### What this task involves
Exclude every picture and return the remaining entries below verbatim.

### Dataset entries
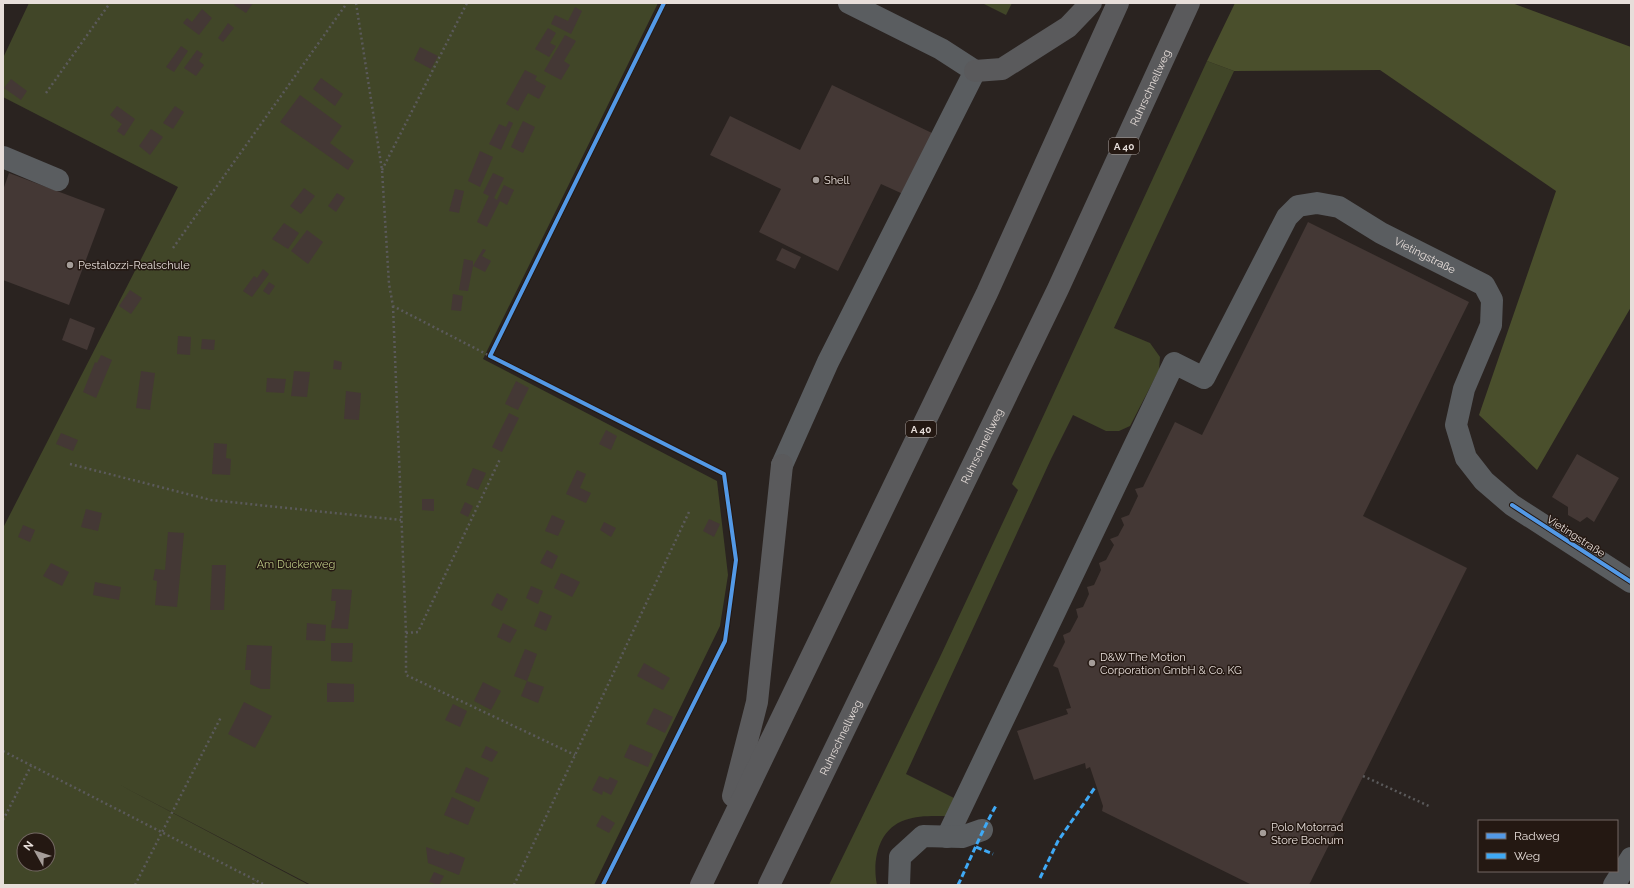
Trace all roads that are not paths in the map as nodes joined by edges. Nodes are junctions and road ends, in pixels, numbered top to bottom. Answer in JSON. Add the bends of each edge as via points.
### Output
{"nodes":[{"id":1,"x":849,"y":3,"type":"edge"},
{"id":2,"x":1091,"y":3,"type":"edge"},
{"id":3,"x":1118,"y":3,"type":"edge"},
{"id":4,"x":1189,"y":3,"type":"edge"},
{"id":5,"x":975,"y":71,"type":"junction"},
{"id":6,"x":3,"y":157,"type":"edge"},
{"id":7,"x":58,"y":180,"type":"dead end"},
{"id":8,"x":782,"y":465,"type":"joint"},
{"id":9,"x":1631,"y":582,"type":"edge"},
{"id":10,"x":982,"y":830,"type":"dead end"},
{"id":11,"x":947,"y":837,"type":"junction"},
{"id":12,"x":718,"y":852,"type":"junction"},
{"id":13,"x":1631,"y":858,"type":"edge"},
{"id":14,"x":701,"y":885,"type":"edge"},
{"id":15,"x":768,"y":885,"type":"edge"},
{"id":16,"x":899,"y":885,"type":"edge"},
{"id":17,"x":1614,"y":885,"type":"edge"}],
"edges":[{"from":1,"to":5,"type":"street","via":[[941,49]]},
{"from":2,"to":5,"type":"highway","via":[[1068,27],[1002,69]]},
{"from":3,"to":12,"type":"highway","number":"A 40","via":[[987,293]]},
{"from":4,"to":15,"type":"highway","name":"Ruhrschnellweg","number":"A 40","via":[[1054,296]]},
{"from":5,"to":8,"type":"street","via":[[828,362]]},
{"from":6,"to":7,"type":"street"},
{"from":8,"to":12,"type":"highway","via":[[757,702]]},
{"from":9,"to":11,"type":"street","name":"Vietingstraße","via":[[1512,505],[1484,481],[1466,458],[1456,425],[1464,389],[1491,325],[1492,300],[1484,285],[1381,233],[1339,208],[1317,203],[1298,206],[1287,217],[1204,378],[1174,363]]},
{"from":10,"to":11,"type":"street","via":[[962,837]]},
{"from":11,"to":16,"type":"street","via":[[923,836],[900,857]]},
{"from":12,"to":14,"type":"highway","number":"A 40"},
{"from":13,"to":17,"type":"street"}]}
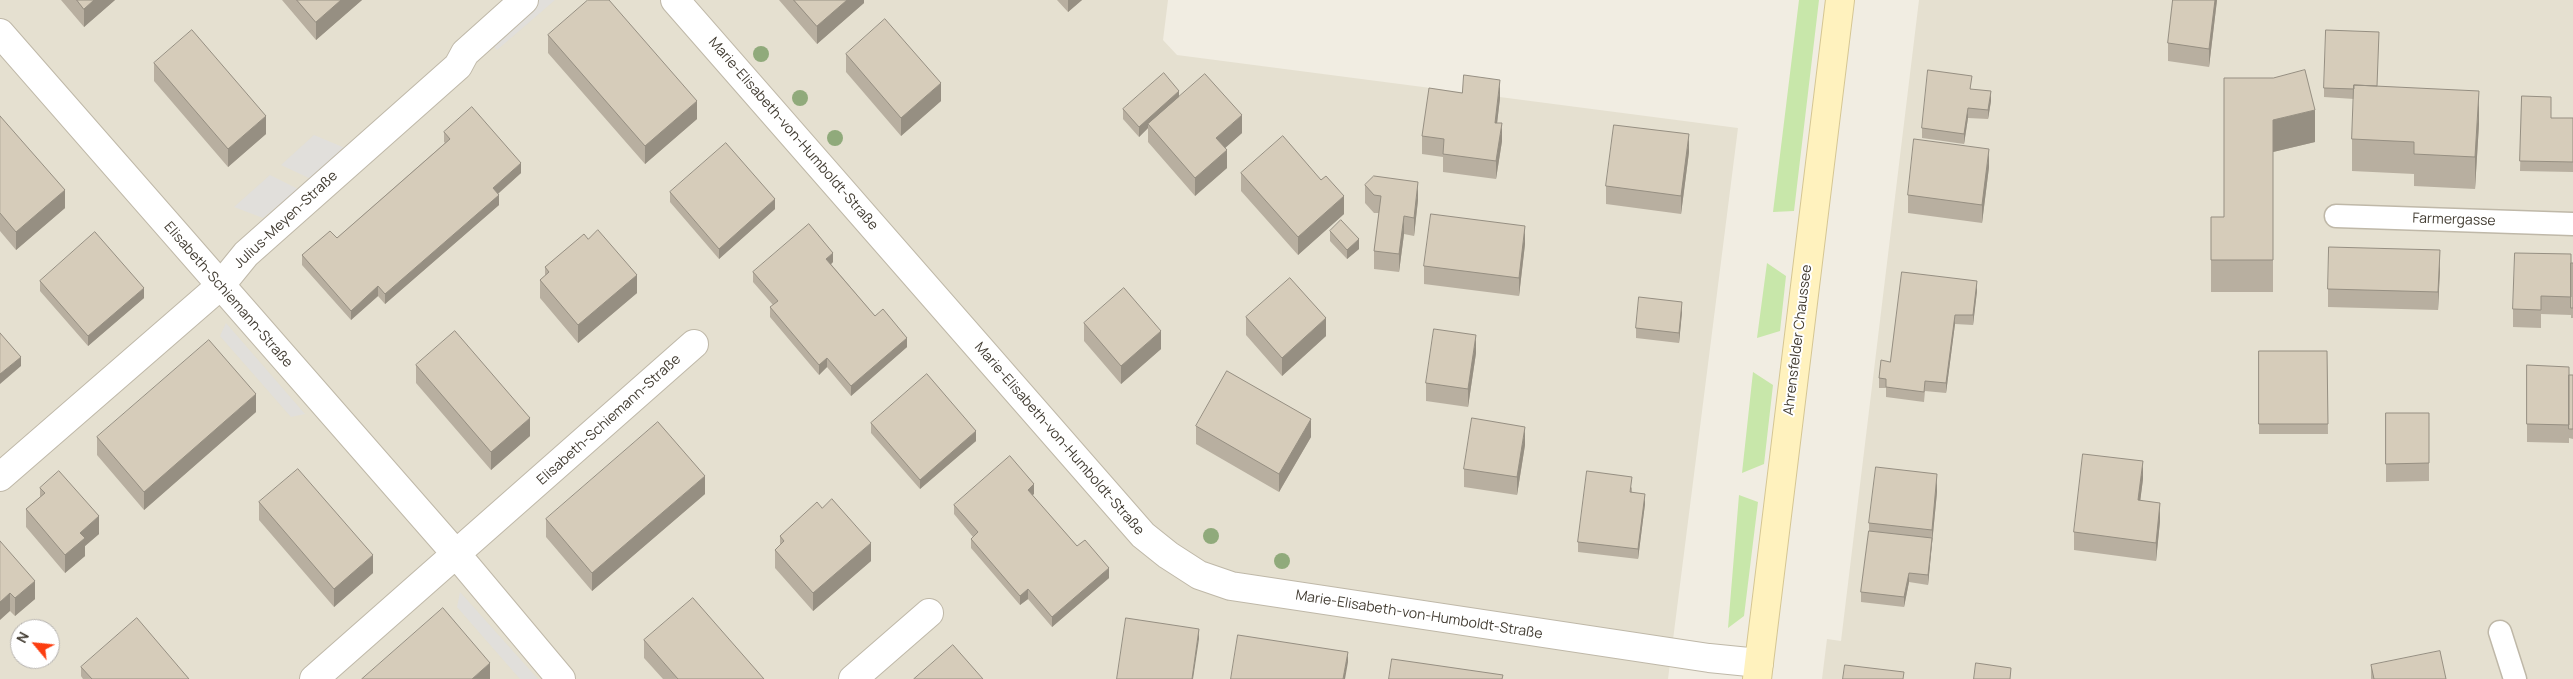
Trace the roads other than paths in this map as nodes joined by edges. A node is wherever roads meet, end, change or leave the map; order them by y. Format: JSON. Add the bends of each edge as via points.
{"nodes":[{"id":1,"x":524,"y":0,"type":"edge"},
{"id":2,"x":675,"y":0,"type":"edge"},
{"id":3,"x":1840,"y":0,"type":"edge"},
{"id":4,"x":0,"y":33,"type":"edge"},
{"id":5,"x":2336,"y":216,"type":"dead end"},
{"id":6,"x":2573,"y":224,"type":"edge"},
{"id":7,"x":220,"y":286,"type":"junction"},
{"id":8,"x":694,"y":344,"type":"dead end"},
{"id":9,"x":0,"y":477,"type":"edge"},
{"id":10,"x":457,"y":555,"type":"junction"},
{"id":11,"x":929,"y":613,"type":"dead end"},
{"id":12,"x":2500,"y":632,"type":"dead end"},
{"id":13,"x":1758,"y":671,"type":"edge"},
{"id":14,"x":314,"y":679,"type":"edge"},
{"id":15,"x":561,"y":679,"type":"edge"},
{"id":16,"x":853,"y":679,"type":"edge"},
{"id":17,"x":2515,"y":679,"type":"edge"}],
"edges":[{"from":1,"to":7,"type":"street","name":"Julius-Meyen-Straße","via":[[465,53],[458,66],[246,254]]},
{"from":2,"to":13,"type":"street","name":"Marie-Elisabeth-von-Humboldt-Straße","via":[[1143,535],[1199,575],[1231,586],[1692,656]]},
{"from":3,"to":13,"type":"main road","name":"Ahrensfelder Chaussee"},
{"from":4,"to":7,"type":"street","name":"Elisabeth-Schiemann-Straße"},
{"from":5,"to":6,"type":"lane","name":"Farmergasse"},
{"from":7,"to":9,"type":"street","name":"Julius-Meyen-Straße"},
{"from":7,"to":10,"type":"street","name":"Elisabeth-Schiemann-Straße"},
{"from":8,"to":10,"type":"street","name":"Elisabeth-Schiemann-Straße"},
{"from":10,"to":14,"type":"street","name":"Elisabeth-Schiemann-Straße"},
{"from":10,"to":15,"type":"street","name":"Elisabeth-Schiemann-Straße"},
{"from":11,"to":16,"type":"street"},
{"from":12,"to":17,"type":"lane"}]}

### Solution for this exercise
Trace all roads that are not paths in the map as nodes joined by edges. Nodes are junctions and road ends, in pixels, numbered top to bottom. Answer in JSON. Add the bends of each edge as via points.
### Output
{"nodes":[{"id":1,"x":849,"y":3,"type":"edge"},
{"id":2,"x":1091,"y":3,"type":"edge"},
{"id":3,"x":1118,"y":3,"type":"edge"},
{"id":4,"x":1189,"y":3,"type":"edge"},
{"id":5,"x":975,"y":71,"type":"junction"},
{"id":6,"x":3,"y":157,"type":"edge"},
{"id":7,"x":58,"y":180,"type":"dead end"},
{"id":8,"x":782,"y":465,"type":"joint"},
{"id":9,"x":1631,"y":582,"type":"edge"},
{"id":10,"x":982,"y":830,"type":"dead end"},
{"id":11,"x":947,"y":837,"type":"junction"},
{"id":12,"x":718,"y":852,"type":"junction"},
{"id":13,"x":1631,"y":858,"type":"edge"},
{"id":14,"x":701,"y":885,"type":"edge"},
{"id":15,"x":768,"y":885,"type":"edge"},
{"id":16,"x":899,"y":885,"type":"edge"},
{"id":17,"x":1614,"y":885,"type":"edge"}],
"edges":[{"from":1,"to":5,"type":"street","via":[[941,49]]},
{"from":2,"to":5,"type":"highway","via":[[1068,27],[1002,69]]},
{"from":3,"to":12,"type":"highway","number":"A 40","via":[[987,293]]},
{"from":4,"to":15,"type":"highway","name":"Ruhrschnellweg","number":"A 40","via":[[1054,296]]},
{"from":5,"to":8,"type":"street","via":[[828,362]]},
{"from":6,"to":7,"type":"street"},
{"from":8,"to":12,"type":"highway","via":[[757,702]]},
{"from":9,"to":11,"type":"street","name":"Vietingstraße","via":[[1512,505],[1484,481],[1466,458],[1456,425],[1464,389],[1491,325],[1492,300],[1484,285],[1381,233],[1339,208],[1317,203],[1298,206],[1287,217],[1204,378],[1174,363]]},
{"from":10,"to":11,"type":"street","via":[[962,837]]},
{"from":11,"to":16,"type":"street","via":[[923,836],[900,857]]},
{"from":12,"to":14,"type":"highway","number":"A 40"},
{"from":13,"to":17,"type":"street"}]}
Trace the roads other than paths in this map as nodes joined by edges. A node is wherever roads meet, end, change or leave the map; order them by y. Format: JSON. Add the bends of each edge as via points.
{"nodes":[{"id":1,"x":524,"y":0,"type":"edge"},
{"id":2,"x":675,"y":0,"type":"edge"},
{"id":3,"x":1840,"y":0,"type":"edge"},
{"id":4,"x":0,"y":33,"type":"edge"},
{"id":5,"x":2336,"y":216,"type":"dead end"},
{"id":6,"x":2573,"y":224,"type":"edge"},
{"id":7,"x":220,"y":286,"type":"junction"},
{"id":8,"x":694,"y":344,"type":"dead end"},
{"id":9,"x":0,"y":477,"type":"edge"},
{"id":10,"x":457,"y":555,"type":"junction"},
{"id":11,"x":929,"y":613,"type":"dead end"},
{"id":12,"x":2500,"y":632,"type":"dead end"},
{"id":13,"x":1758,"y":671,"type":"edge"},
{"id":14,"x":314,"y":679,"type":"edge"},
{"id":15,"x":561,"y":679,"type":"edge"},
{"id":16,"x":853,"y":679,"type":"edge"},
{"id":17,"x":2515,"y":679,"type":"edge"}],
"edges":[{"from":1,"to":7,"type":"street","name":"Julius-Meyen-Straße","via":[[465,53],[458,66],[246,254]]},
{"from":2,"to":13,"type":"street","name":"Marie-Elisabeth-von-Humboldt-Straße","via":[[1143,535],[1199,575],[1231,586],[1692,656]]},
{"from":3,"to":13,"type":"main road","name":"Ahrensfelder Chaussee"},
{"from":4,"to":7,"type":"street","name":"Elisabeth-Schiemann-Straße"},
{"from":5,"to":6,"type":"lane","name":"Farmergasse"},
{"from":7,"to":9,"type":"street","name":"Julius-Meyen-Straße"},
{"from":7,"to":10,"type":"street","name":"Elisabeth-Schiemann-Straße"},
{"from":8,"to":10,"type":"street","name":"Elisabeth-Schiemann-Straße"},
{"from":10,"to":14,"type":"street","name":"Elisabeth-Schiemann-Straße"},
{"from":10,"to":15,"type":"street","name":"Elisabeth-Schiemann-Straße"},
{"from":11,"to":16,"type":"street"},
{"from":12,"to":17,"type":"lane"}]}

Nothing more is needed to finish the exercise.